Dec 7, 2007, 5:38:25 PM12/7/07

to

In article <fjcgqe$2to$1...@news.lrz-muenchen.de>,
Sebastian Hanigk <han...@in.tum.de> wrote:

>Regarding MPI_Irecv I cannot say anything at the moment - I strongly
>assume that your description should be expected. But its complementary
>sending routine switches from immediate return to blocking behaviour
>after exceeding an implementation-dependend message size threshold.

No. Isend returns immediately in all cases.

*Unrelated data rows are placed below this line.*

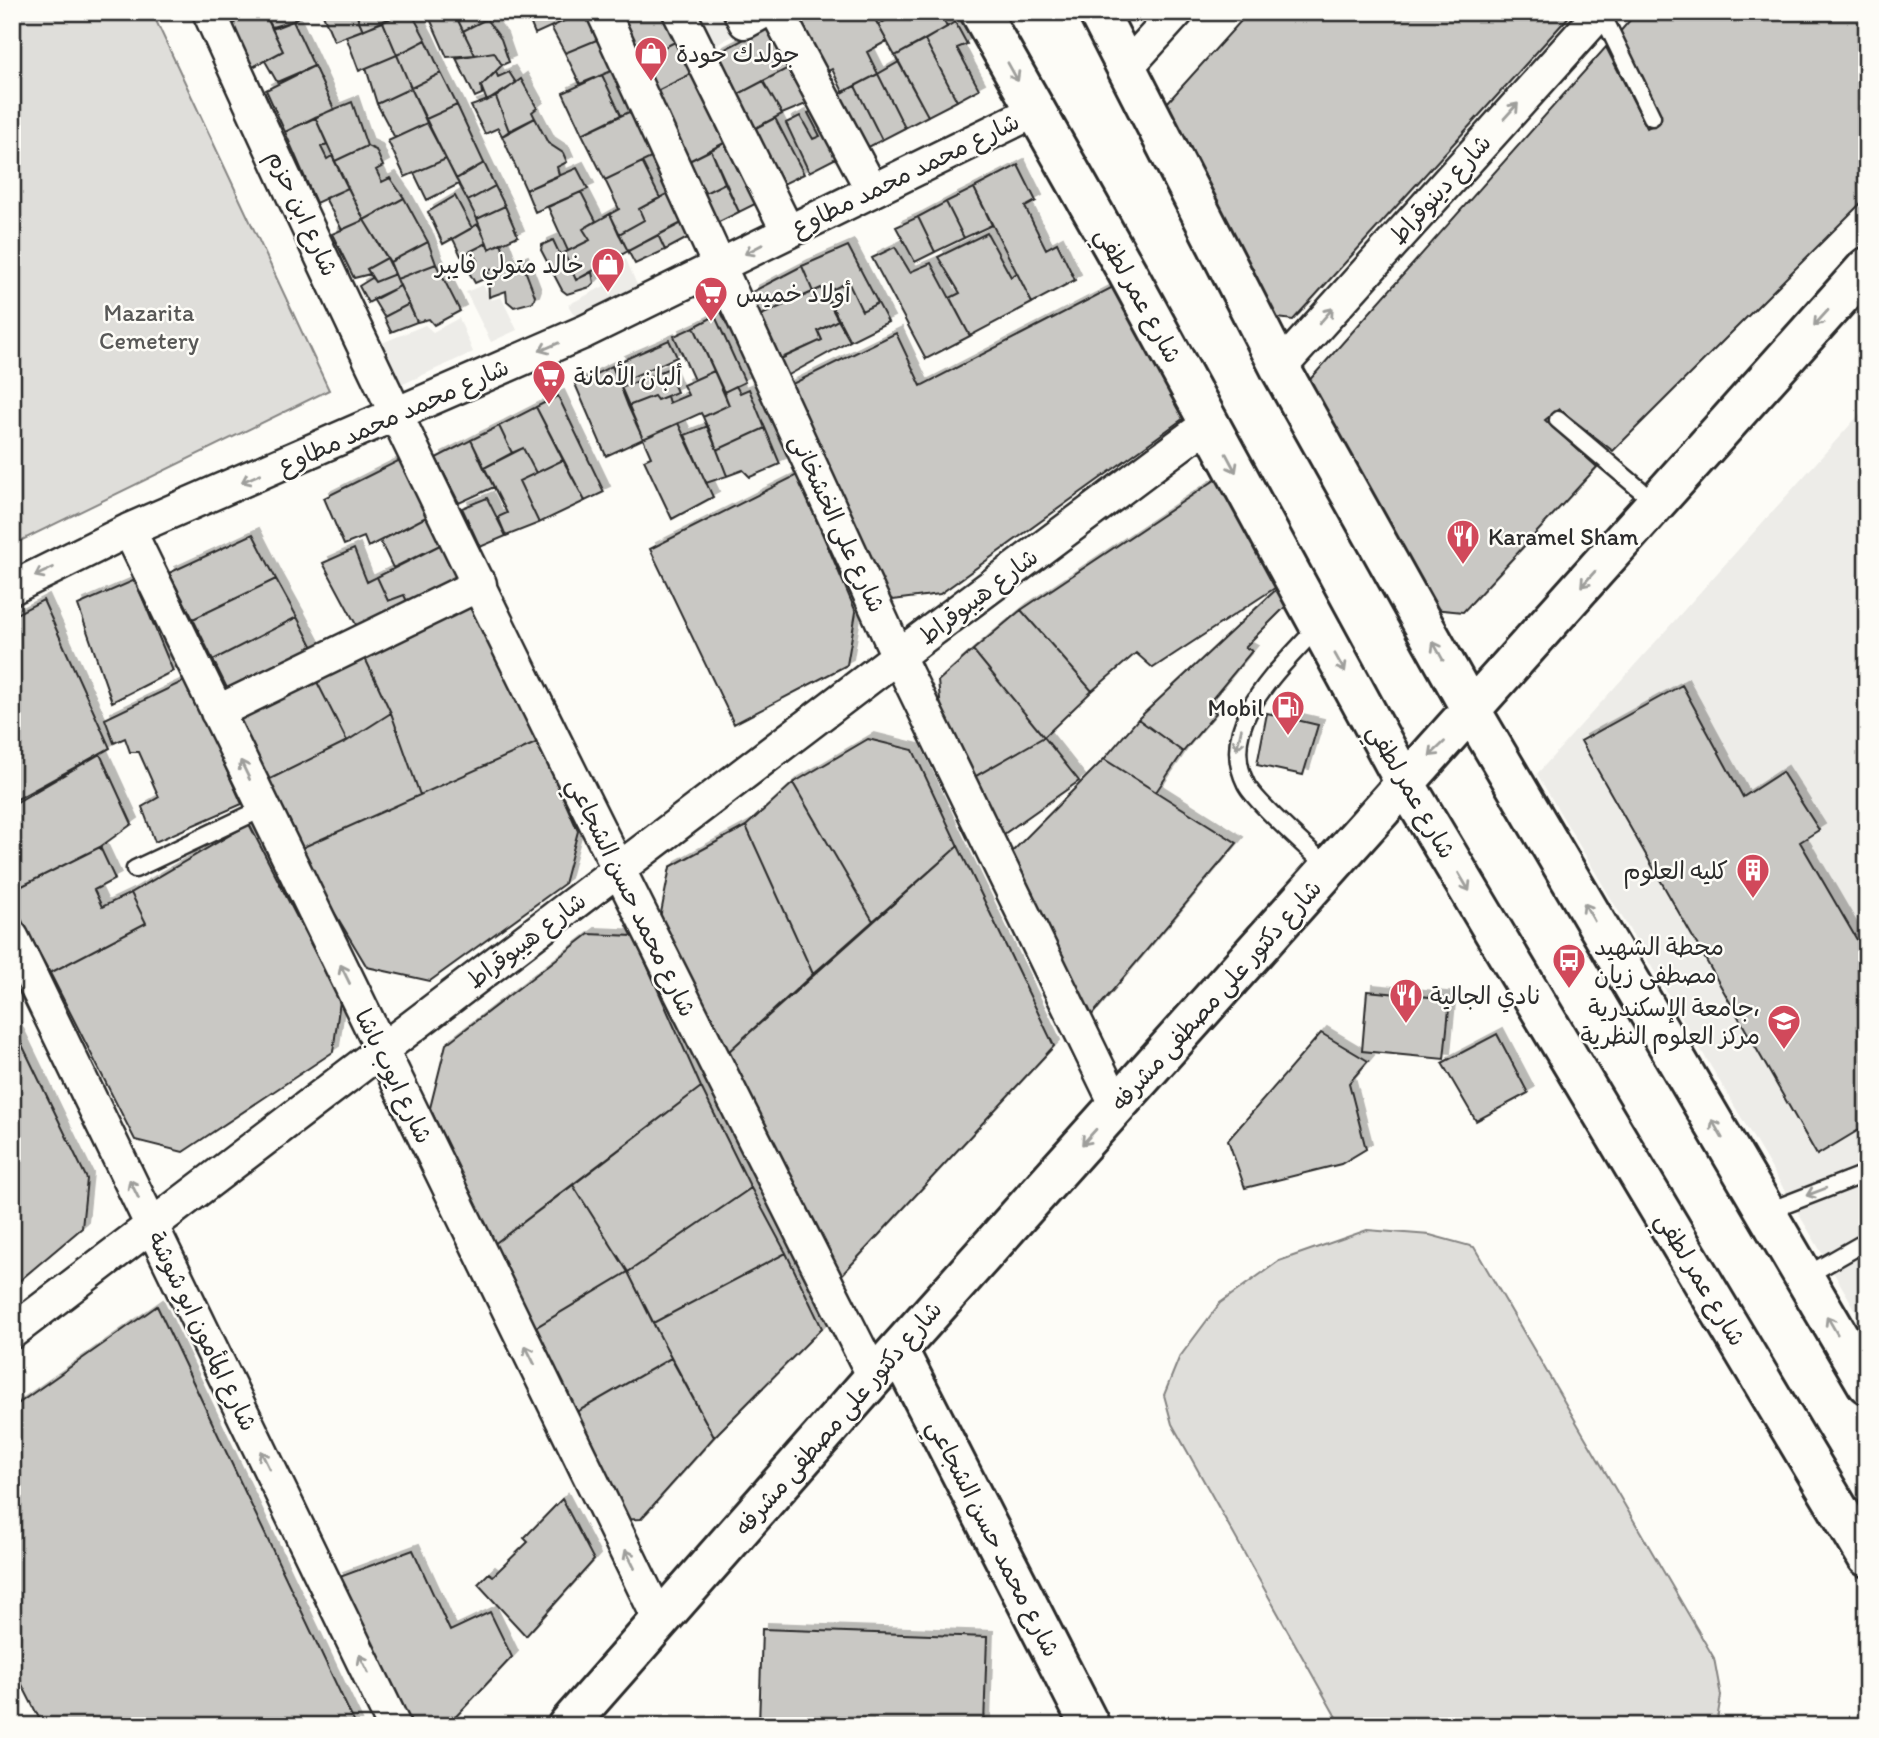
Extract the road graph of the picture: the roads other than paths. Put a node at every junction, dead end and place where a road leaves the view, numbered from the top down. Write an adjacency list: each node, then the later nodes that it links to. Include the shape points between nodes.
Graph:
1 (679, 12): 15 (street)
2 (740, 12): 3 (street, via 745,22)
3 (764, 12)
4 (777, 12): 14 (street)
5 (980, 12): 12 (main road, شارع عمر لطفي, one-way to 12)
6 (1098, 12): 11 (main road)
7 (1177, 12): 11 (street)
8 (1601, 12): 13 (lane); 18 (street, شارع دينوقراط, one-way to 8)
9 (214, 14): 19 (street, شارع ابن حزم)
10 (612, 15): 16 (street, شارع على الخشخانى)
11 (1128, 66): 18 (main road)
12 (1035, 111): 14 (street, شارع محمد محمد مطاوع); 21 (main road, شارع عمر لطفي)
13 (1652, 117)
14 (872, 190): 15 (street, شارع محمد محمد مطاوع)
15 (788, 232): 16 (street, شارع محمد محمد مطاوع, one-way to 16)
16 (721, 267): 19 (street, شارع محمد محمد مطاوع, one-way to 19); 27 (street, شارع على الخشخانى)
17 (1867, 267): 22 (main road, شارع دكتور على مصطفى مشرفه, one-way to 22)
18 (1280, 368): 28 (main road, one-way to 18)
19 (396, 414): 23 (street, شارع محمد محمد مطاوع, one-way to 23); 24 (street, شارع محمد حسن الشجاعي)
20 (1558, 420): 22 (lane)
21 (1209, 423): 26 (main road, شارع عمر لطفي, one-way to 26); 27 (street, شارع هيبوقراط)
22 (1656, 503): 28 (main road, شارع دكتور على مصطفى مشرفه, one-way to 28)
23 (129, 530): 25 (street, شارع محمد محمد مطاوع, one-way to 25); 29 (street, شارع ايوب باشا)
24 (480, 584): 29 (street); 34 (street, شارع محمد حسن الشجاعي)
25 (12, 588)
26 (1319, 625): 30 (main road, شارع عمر لطفي, one-way to 30); 32 (lane, one-way to 32, via 1248,709 1236,747 1246,786)
27 (898, 656): 34 (street, شارع هيبوقراط); 37 (street, شارع على الخشخانى)
28 (1471, 710): 30 (main road, شارع دكتور على مصطفى مشرفه, one-way to 30); 39 (main road, one-way to 28)
29 (217, 712): 31 (street, شارع ايوب باشا, one-way to 29)
30 (1405, 783): 32 (main road, شارع دكتور على مصطفى مشرفه); 46 (main road, شارع عمر لطفي, one-way to 46)
31 (264, 808): 33 (lane); 36 (street, شارع ايوب باشا, one-way to 31)
32 (1329, 868): 37 (main road, شارع دكتور على مصطفى مشرفه)
33 (135, 869)
34 (617, 870): 36 (street, شارع هيبوقراط); 44 (street, شارع محمد حسن الشجاعي)
35 (12, 937): 40 (street, شارع المأمون ابو شوشة, one-way to 35)
36 (382, 1050): 40 (street, شارع هيبوقراط); 47 (street, شارع ايوب باشا, one-way to 36)
37 (1116, 1106): 44 (main road, شارع دكتور على مصطفى مشرفه, one-way to 44)
38 (1867, 1173): 39 (lane, one-way to 39)
39 (1766, 1212): 42 (main road)
40 (152, 1226): 43 (street, شارع هيبوقراط); 48 (street, شارع المأمون ابو شوشة, one-way to 40)
41 (1867, 1241): 42 (lane)
42 (1804, 1277): 45 (main road, one-way to 42)
43 (12, 1332)
44 (886, 1364): 47 (main road, شارع دكتور على مصطفى مشرفه); 50 (main road, شارع محمد حسن الشجاعي)
45 (1867, 1384)
46 (1867, 1557)
47 (660, 1621): 49 (main road, شارع دكتور على مصطفى مشرفه)
48 (394, 1726)
49 (567, 1726)
50 (1090, 1726)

What work it does before
returning is implementation dependent, and that's what you seem to be
referring to, incorrectly.

>Could it be that this discussion goes in some kind of circle while we're
>misunderstanding each other?

It's entirely possible.

> I'm in no way dismissing MPI as inferior,
> but for some purposes it is very nice to have the means for one-sided,
> passive-target communication available.

Indeed, it is sometimes useful. But now you've returned to the
beginning of the discussion, and I have the same reply as before.

-- greg

Sebastian Hanigk

unread,

Dec 7, 2007, 7:58:28 PM12/7/07

to

lin...@pbm.com (Greg Lindahl) writes:

> No. Isend returns immediately in all cases. What work it does before
> returning is implementation dependent, and that's what you seem to be
> referring to, incorrectly.

I beg to differ. Now it seems that you have an unusual definition of
"immediately". Take a look at the data from
<http://www.cs.sandia.gov/smb/overhead.html> and you see in fig. 2
(Overhead as a function of message size for MPI_Isend) that
interconnects without good communication offload capabilities suffer a
penalty proportional to the message size.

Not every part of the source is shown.